Bcr/Abl activates transcription of the Bcl-X gene through STAT5

Several tyrosine kinase oncogenes have been associated with myeloproliferative diseases, including Bcr/Abl, Tel/Abl, Tel/Jak2, and Tel/PDGFR. One target molecule shared by these oncogenes is known to be STAT5. We generated sublines of Ba/F3 cells in which either wild-type STAT5 or a constitutively active mutant of STAT5 (STAT5-1*6) were expressed under the control of a tetracycline-inducible promoter. These cell lines were compared with a Ba/F3 cell line in which the expression of p210(Bcr/Abl) was made inducible by a similar promoter. Before induction, all cells were dependent on interleukin 3 (IL-3) for growth and survival. Both STAT5-1*6 and Bcr/Abl enhanced viability and induced proliferation in the absence of IL-3. We found that the proviability protein Bcl-X-L, but not Bcl-2, was induced by both p210(Bcr/Abl) and STAT5-1*6. Using a Bcl-X gene promoter construct fused to a luciferase complementary DNA (cDNA), both p210(Bcr/Abl) and STAT5-1*6 were shown to induce transcription of Bcl-X. The increase in transcription of the Bcl-X promoter and the increase in Bcl-X protein, due to p210(Bcl/Abl), were blocked by expression of a dominant negative STAT5 mutant, Interestingly, however, STAT5-1*6 required the continued presence of IL-3 to cause a significant increase in Bcl-X-L protein, whereas p210(Bcr/Abl) did not need IL-3. Studies with enzyme inhibitors suggest that the extra signal supplied by IL-3 may be supplied by the PI3K pathway.
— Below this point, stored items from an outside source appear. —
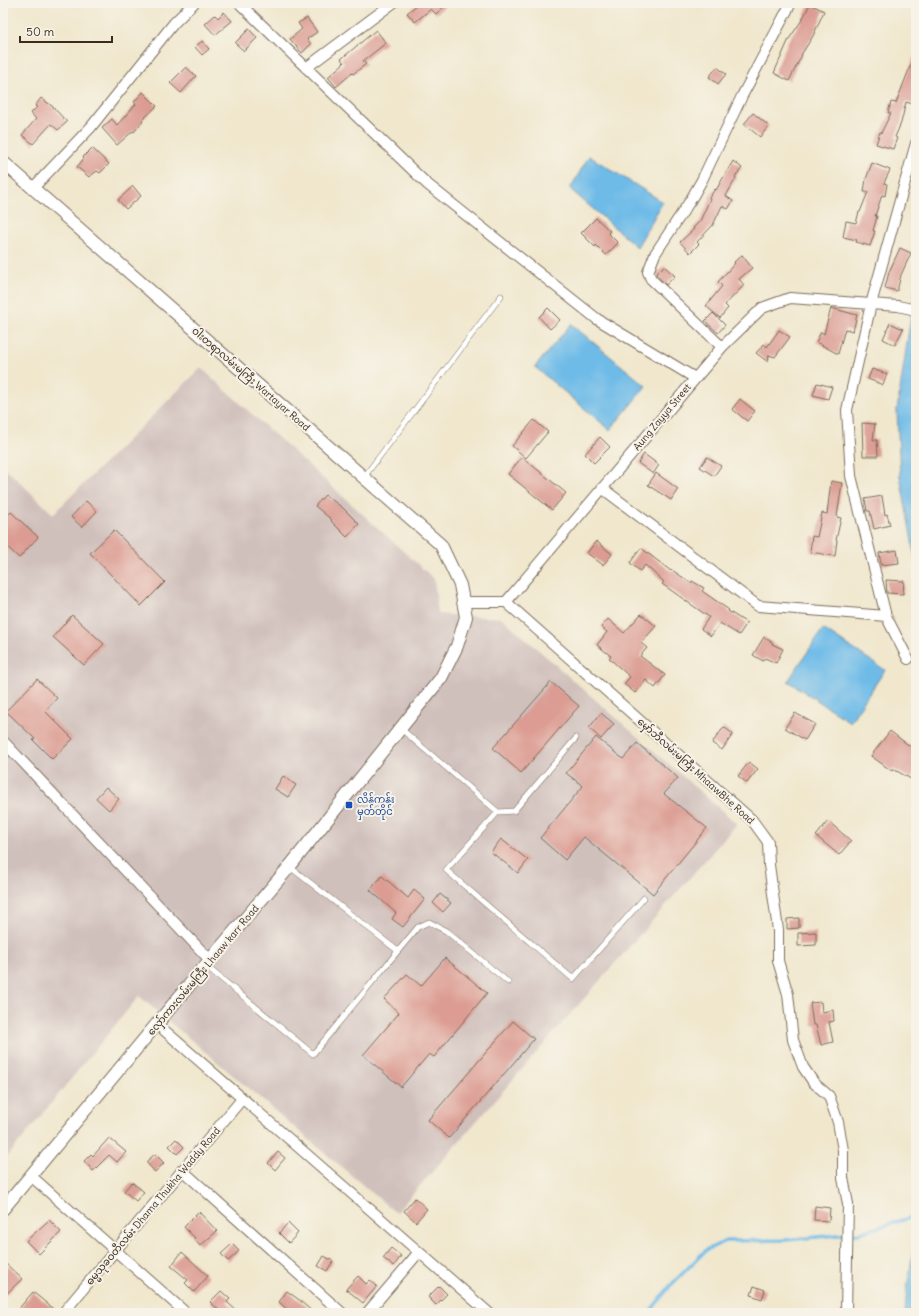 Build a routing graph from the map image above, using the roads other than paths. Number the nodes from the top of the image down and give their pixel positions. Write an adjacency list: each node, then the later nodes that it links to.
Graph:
1 (194, 3): 8 (street)
2 (239, 3): 5 (street)
3 (393, 3): 5 (street)
4 (791, 3): 12 (street)
5 (306, 68): 13 (street)
6 (916, 144): 10 (street)
7 (3, 162): 8 (street, ဝါးတရာလမ်းမကြီး Wartayar Road)
8 (33, 188): 14 (street, ဝါးတရာလမ်းမကြီး Wartayar Road)
9 (501, 296): 14 (lane)
10 (871, 304): 11 (street, Aung Zayya Street); 12 (street, Aung Zayya Street); 18 (street)
11 (916, 310)
12 (722, 347): 13 (street, Aung Zayya Street)
13 (695, 378): 15 (street, Aung Zayya Street)
14 (364, 478): 16 (street, ဝါးတရာလမ်းမကြီး Wartayar Road)
15 (602, 488): 17 (street, Aung Zayya Street); 18 (street)
16 (462, 602): 17 (street); 19 (street, ဝါးတရာလမ်းမကြီး Wartayar Road)
17 (506, 602): 42 (street, မှော်ဘီလမ်းမကြီး MhaawBhe Road)
18 (886, 616): 20 (street)
19 (466, 617): 21 (street, လှော်ကားလမ်းမကြီး Lhaaw karr Road)
20 (908, 659)
21 (400, 728): 24 (lane); 25 (street, လှော်ကားလမ်းမကြီး Lhaaw karr Road)
22 (576, 738): 24 (lane)
23 (3, 741): 28 (street)
24 (498, 812): 26 (lane)
25 (290, 866): 27 (lane); 28 (street, လှော်ကားလမ်းမကြီး Lhaaw karr Road)
26 (644, 898)
27 (398, 951): 28 (lane); 29 (lane)
28 (208, 963): 30 (street, လှော်ကားလမ်းမကြီး Lhaaw karr Road)
29 (508, 982)
30 (156, 1024): 31 (street); 33 (street, လှော်ကားလမ်းမကြီး Lhaaw karr Road)
31 (242, 1099): 32 (street, ဓမ္မသုခဝတီလမ်း Dhama Thukha Waddy Road); 36 (street)
32 (182, 1170): 35 (street, ဓမ္မသုခဝတီလမ်း Dhama Thukha Waddy Road); 39 (street)
33 (31, 1176): 34 (street, လှော်ကားလမ်းမကြီး Lhaaw karr Road); 35 (street)
34 (3, 1209)
35 (115, 1250): 37 (street, ဓမ္မသုခဝတီလမ်း Dhama Thukha Waddy Road); 38 (street)
36 (418, 1252): 40 (street); 41 (street)
37 (63, 1313)
38 (186, 1313)
39 (342, 1313)
40 (367, 1313)
41 (489, 1313)
42 (846, 1313)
Overall, these data suggest that constitutively activated STAT5 can increase viability and proliferation of Ba/F3 cells. This may contribute to, but is not likely sufficient for, the enhanced viability associated with Bcr/Abl transformation. (Blood, 2000;96:2269-2276) (C) 2000 by The American Society of Hematology.